One of the most unique occasions was the Sunday when I addressed the
3rd Artillery brigade, after church parade in the market square of
Market Lavingdon. We arrived early and sat and listened while, from
the little stone church high up on the hill above us, drifted the
sound of soldiers singing. It was unutterably sad to me to hear the
full mellow soldier chorus swelling out on "Onward Christian Soldiers,
Marching as to War." One felt that the words must have had to all of
them a meaning that they never had had before.

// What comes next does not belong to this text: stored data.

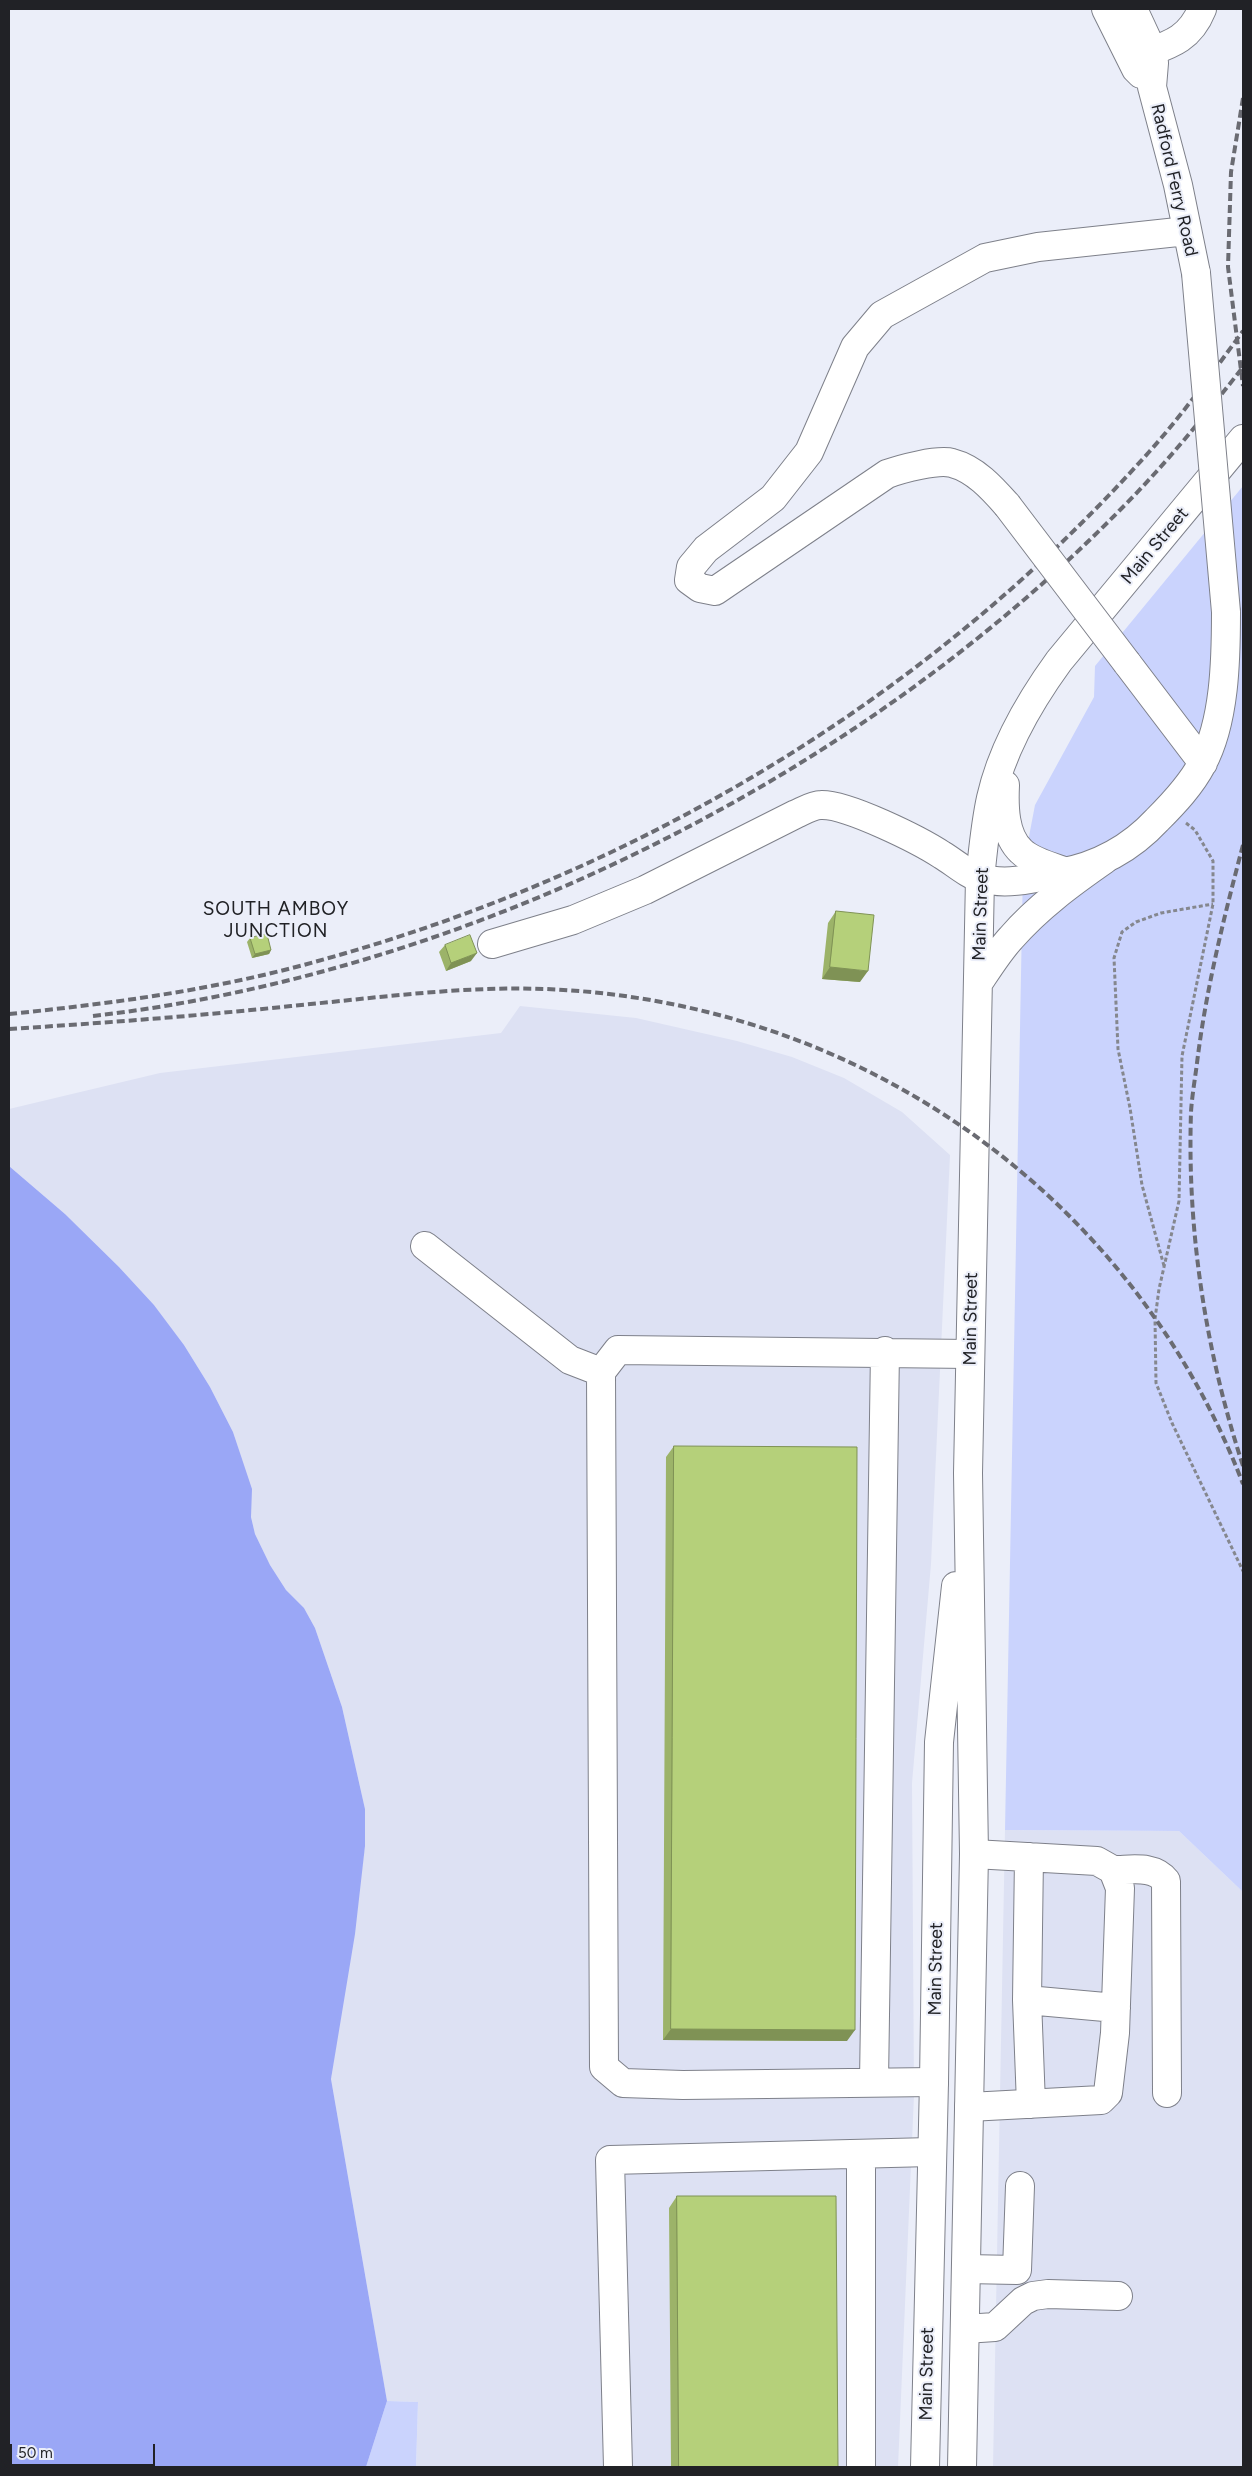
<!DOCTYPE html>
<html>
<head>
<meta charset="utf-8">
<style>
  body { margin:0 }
  #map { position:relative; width:1252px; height:2476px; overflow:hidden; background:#ebeef9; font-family:Figtree,sans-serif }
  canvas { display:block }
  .frame { position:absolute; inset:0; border:10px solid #212226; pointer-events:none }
  .scale { position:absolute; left:10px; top:2444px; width:145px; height:22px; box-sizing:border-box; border:2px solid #212226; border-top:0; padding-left:6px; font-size:15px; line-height:18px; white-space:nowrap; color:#212226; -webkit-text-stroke:4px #ebeef9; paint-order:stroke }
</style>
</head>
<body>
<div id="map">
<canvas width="1252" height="2476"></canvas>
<div class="frame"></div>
<div class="scale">50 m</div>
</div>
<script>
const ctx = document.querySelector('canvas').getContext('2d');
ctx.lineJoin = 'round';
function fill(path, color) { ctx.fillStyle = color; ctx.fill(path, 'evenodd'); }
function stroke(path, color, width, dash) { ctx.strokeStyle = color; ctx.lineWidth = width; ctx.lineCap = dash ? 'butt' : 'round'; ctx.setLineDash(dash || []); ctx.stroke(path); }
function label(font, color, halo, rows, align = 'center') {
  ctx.font = font + ' Figtree,sans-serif'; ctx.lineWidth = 4; ctx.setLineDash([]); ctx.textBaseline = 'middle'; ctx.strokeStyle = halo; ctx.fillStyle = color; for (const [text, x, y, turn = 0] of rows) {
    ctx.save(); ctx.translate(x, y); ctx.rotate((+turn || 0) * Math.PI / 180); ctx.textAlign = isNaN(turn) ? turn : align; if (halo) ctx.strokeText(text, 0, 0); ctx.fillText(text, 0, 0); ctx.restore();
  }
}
const built = new Path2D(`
  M520,1006L636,1018L737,1041L792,1057L844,1078L902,1112L950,1155L931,1564L912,1783L914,2095L898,2467H416L418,2402L387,2401L331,2079L365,1846V1809L342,1707L315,1628L304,1608L286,1590L270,1565L255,1534L251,1517V1489L233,1432L210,1387L184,1345L154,1305L119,1267L65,1214L9,1166V1109L160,1073L501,1033Z
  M1005,1830L1179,1831L1243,1892V2467H993Z`);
const green = new Path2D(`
  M1243,486V1892L1179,1831L1005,1830L1023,868L1035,805L1094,697L1095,666Z
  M387,2401L418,2402L416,2467H366Z`);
const water = new Path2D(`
  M9,1166L65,1214L119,1267L154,1305L184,1345L210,1387L233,1432L252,1489L251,1517L255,1534L270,1565L286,1590L304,1608L315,1628L342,1707L365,1809V1846L355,1934L331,2079L387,2401L366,2467H9Z`);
const path = new Path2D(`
  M1186,823L1195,830L1213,861V904L1182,1056L1179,1201L1159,1289L1155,1319L1156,1383L1172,1423L1243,1571
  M1164,1266L1142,1185L1130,1108L1118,1049L1114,958L1122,932L1136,922L1161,913L1213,904`);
const minor = new Path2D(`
  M1106,9L1136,69L1141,74
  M1133,9L1152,50L1154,63L1152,87L1178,185L1196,273
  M1131,59C1163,46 1188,44 1202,9
  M1007,505C992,488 975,469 952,463C938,459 901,469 887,474L715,591L700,588L689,580L691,567L706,549L773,498L809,452L855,347L882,315L985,258L1038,247L1187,231
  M1127,663L1203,763
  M492,944L573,920L645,890L796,814C803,811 813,805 821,805C847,804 919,840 942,855C954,862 968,875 981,878C1005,886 1036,878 1060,873C1098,866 1131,848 1157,820C1174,803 1191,785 1202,764C1225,722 1226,659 1226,612
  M425,1246L570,1360L601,1372
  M1029,1857L1027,2000L1031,2104
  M1113,1870C1132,1870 1154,1865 1166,1881L1167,2093
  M1027,2000L1116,2008
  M874,2081L885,1351
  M934,2082L683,2085L623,2083L604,2067L601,1372L618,1350L970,1354
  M969,2107L1101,2100L1108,2093L1115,2033L1120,1888L1113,1870L1097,1861L974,1854
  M966,2269L1017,2270L1020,2186
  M965,2329L995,2327L1023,2301L1033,2296L1048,2294L1118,2296
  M618,2467L610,2160L931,2152
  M861,2467V2154`);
const major = new Path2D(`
  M1005,785C1004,806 1004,835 1021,851C1032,862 1053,867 1067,872
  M979,982C989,967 999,951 1011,938C1038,907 1071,883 1104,860
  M925,2467L934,2082L939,1742L956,1586
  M962,2467L974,1854L968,1473L980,878C983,852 985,825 991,798C1002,749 1030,701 1059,661L1243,439`);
const rail = new Path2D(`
  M1243,98L1231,172L1228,267L1243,386
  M1243,845C1224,917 1206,989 1197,1063C1195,1079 1192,1096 1191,1112C1187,1233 1206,1352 1243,1466
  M9,1014C117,1003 221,989 325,959C641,871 930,697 1149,452C1183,414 1213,372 1243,331
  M93,1016C467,973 855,779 1119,511C1164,466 1204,417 1243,367
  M9,1029C103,1023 197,1016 291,1006C375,998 460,986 545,989C857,1001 1131,1192 1243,1484`);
const minorBridge = new Path2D(`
  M1196,273L1226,612
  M1007,505L1127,663`);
const wall = new Path2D(`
  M836,911L860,982L822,979L828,923Z
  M250,938L271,950L269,954L252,958L247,942Z
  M445,945L471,961L446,971L439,952Z
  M674,1446L847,2041L663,2040L666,1457Z
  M677,2196L838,2467H671L669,2208Z`);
const shadedWall = new Path2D(`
  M271,950L269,954L252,958L255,954Z
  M477,953L471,961L446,971L451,963Z
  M830,967L868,971L860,982L822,979Z
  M671,2029L855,2030L847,2041L663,2040Z`);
const building = new Path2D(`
  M836,911L874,915L868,971L830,967Z
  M267,934L271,950L255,954L250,938Z
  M470,935L477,953L451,963L445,945Z
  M674,1446L857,1447L855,2030L671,2029Z
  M677,2196H836L838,2467H679Z`);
const streetNames = [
  ["Radford Ferry Road",1174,180,77],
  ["Main Street",1155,546,-50],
  ["Main Street",981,914,-88],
  ["Main Street",971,1319,-89],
  ["Main Street",936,1969,-89],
  ["Main Street",927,2374,-89]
];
const neighbourhoodNames = [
  ["SOUTH AMBOY",276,909],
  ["JUNCTION",276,931]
];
fill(built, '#dde1f3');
fill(green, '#cad3fd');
fill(water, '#9aa7f6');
stroke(minor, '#7e808a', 30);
stroke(major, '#7e808a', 30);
stroke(path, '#85878e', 3, [4, 2.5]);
stroke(minor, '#fff', 28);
stroke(major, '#fff', 28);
stroke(rail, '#6a6b72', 4, [8, 4]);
stroke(minorBridge, '#7e808a', 30, []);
stroke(minorBridge, '#fff', 28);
fill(wall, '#9cb369');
fill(shadedWall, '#7f9255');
fill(building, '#b5d07a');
stroke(building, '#7f9255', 1);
label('18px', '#212226', '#ebeef9', streetNames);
ctx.letterSpacing = '1px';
label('19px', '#212226', '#ebeef9', neighbourhoodNames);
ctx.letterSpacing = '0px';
</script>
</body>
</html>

Then the brigade formed up and was played by the village band to the
market place where they were drawn up into a square with some gun
carriages in the centre. When all was ready I mounted a gun carriage
and gave my talk with all the earnestness I could muster, while the
villagers congregated at one side, stood and gaped, and wondered what
it was all about.
My talk had settled down into a 20-minute discourse, and I gave
variations of it as often as four times in an afternoon at places 10
miles apart. In this way one saw a good deal of the Wiltshire scenery
in the late winter season. It was a never-failing source of wonder and
pleasure to me to see the ivy covered banks, the ivy clad trees and
the rhododendrons and holly trees in green leaf in the middle of the
winter. In the garden at the back of the famous old Elizabethan house
in Potterne--a perfect example of the old Tudor timbered style of
architecture--cowslips and pansies were in full blossom, and I was
told the wild violets were in flower in the woods.